Main

December 06, 2009

Research shows that using blogs, texting and social networking sites improves children’s literacy skills - or does it?

A news item appeared on the BBC website this week with the headline: ‘Children who use technology are “better writers”‘ (see:  http://news.bbc.co.uk/1/hi/technology/8392653.stm). The claim is based on a survey of 3,001 children aged 9-16 commissioned by the National Literacy Trust that explored their use of new communication technologies such as: blogs, texting and social network sites. From the news item it appears that the main finding is that: ‘of the children who neither blogged nor used social network sites, 47% rated their writing as "good" or "very good", while 61% of the bloggers and 56% of the social networkers said the same.’

In response to these findings, Jonathan Douglas, Director of the National Literacy Trust, was quoted as saying: ‘Our research suggests a strong correlation between kids using technology and wider patterns of reading and writing. […] Engagement with online technology drives their enthusiasm for writing short stories, letters, song lyrics or diaries.’ Moreover, and in response to the claim that the use of blogging, texting and social networking sites damages literacy, he went onto state that: ‘Our research results are conclusive - the more forms of communications children use the stronger their core literary skills.’

Now, I’ve not had time to read the full report as yet but there are at least two problems with the conclusions being drawn above:

1. From the news item, it appears that the survey did not actually measure children’s literacy skills. Rather it focused simply on their own self-perceptions of how good their writing is. At the very best, therefore, all that can be claimed here is that the more that children use such communication technologies, the more that they are likely to have positive self-perceptions of their literacy skills.

2. While there may well be a ‘strong correlation’ between these two things, it is impossible without further evidence to make any claims about what may be causing what. It is certainly premature for the Director of the National Literacy Trust to conclude that they have ‘conclusive results’ showing that it is children’s use of such technologies that increases their core literacy skills. While this may be the case, there is also an equally plausible explanation: that children with greater literacy skills (or, in their case, a greater perception of their literacy skills) are more likely to then use literacy-based technologies such as blogging, texting and social network sites more. Moreover, there may not be any direct relationship between the two at all. It may be, for example, that there is some other factor - for example a child’s socio-economic background - that has an influence on both literacy skills and use of technology. Thus, the more affluent a child’s background, the more likely they are to have higher literacy skills and also to have greater access to, and thus make greater use of, such technologies. It is not inconceivable, therefore, that literacy skills and technology use are completely unrelated.

This second point – that correlation does not equal causality – is a fundamental one that students should have learnt from any basic research methodology course. The fact that a well-respected organization such as the National Literacy Trust can be confusing the two in their own research findings is a poor reflection on the state of educational research in the UK. Moreover, the fact that the BBC’s own ‘technology reporter’ can simply report such claims uncritically, as in this news item, does nothing to help improve the situation.

September 26, 2009

Walden University’s College of Education produces teachers who are more effective in improving pupils’ reading fluency. Really?
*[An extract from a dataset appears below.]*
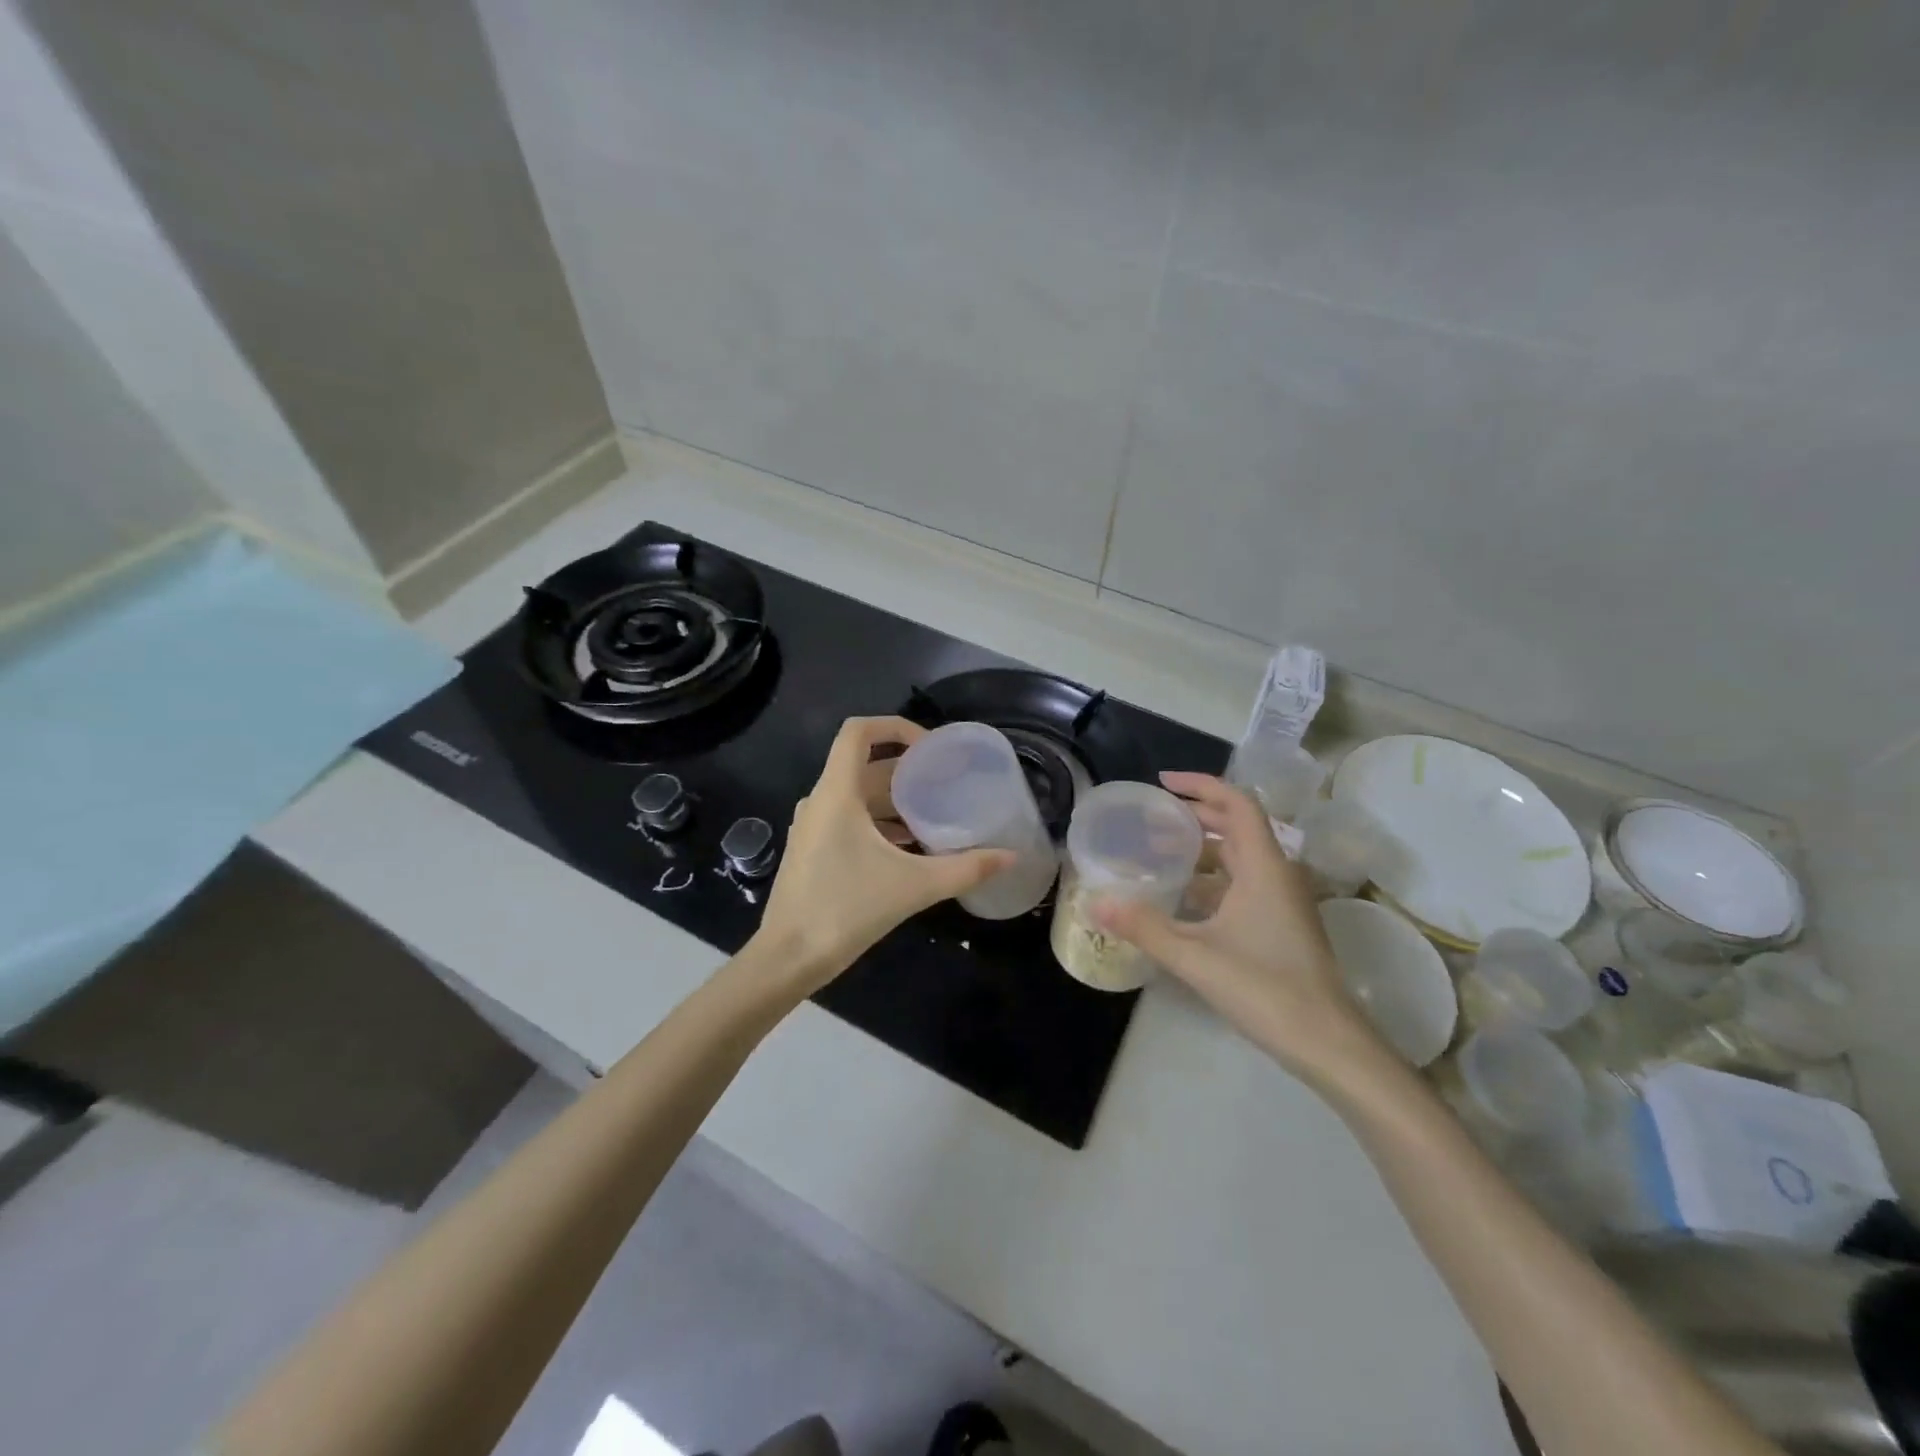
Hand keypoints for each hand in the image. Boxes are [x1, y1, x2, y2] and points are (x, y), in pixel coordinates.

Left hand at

A glossy advertisement on the back of the latest issue of Educational Researcher (the official journal of the American Educational Research Association, AERA, no less) grabbed my attention. Apparently, and as the headline exclaims: “New study shows that students of Walden teachers make greater gains in reading fluency.”

The claim is based upon research commissioned by Walden University’s Richard W. Riley College of Education and Leadership that compared the effectiveness of teachers who had graduated with their master's degree compared to that of teachers who had graduated with master's degrees elsewhere. As the glossy advert went onto explain:

“In a unique collaboration with Tacoma Public Schools in Tacoma, Washington, researchers compared the reading fluency of students taught by Walden Master’s-educated teachers with students taught by non-Walden Master’s-educated teachers. The study revealed that students of teachers who graduated from Walden’s Elementary Reading and Literacy programme had gains in reading fluency that were on average 4.8 words per minutes, or 14%, greater than students of non-Walden Master’s-educated teachers.”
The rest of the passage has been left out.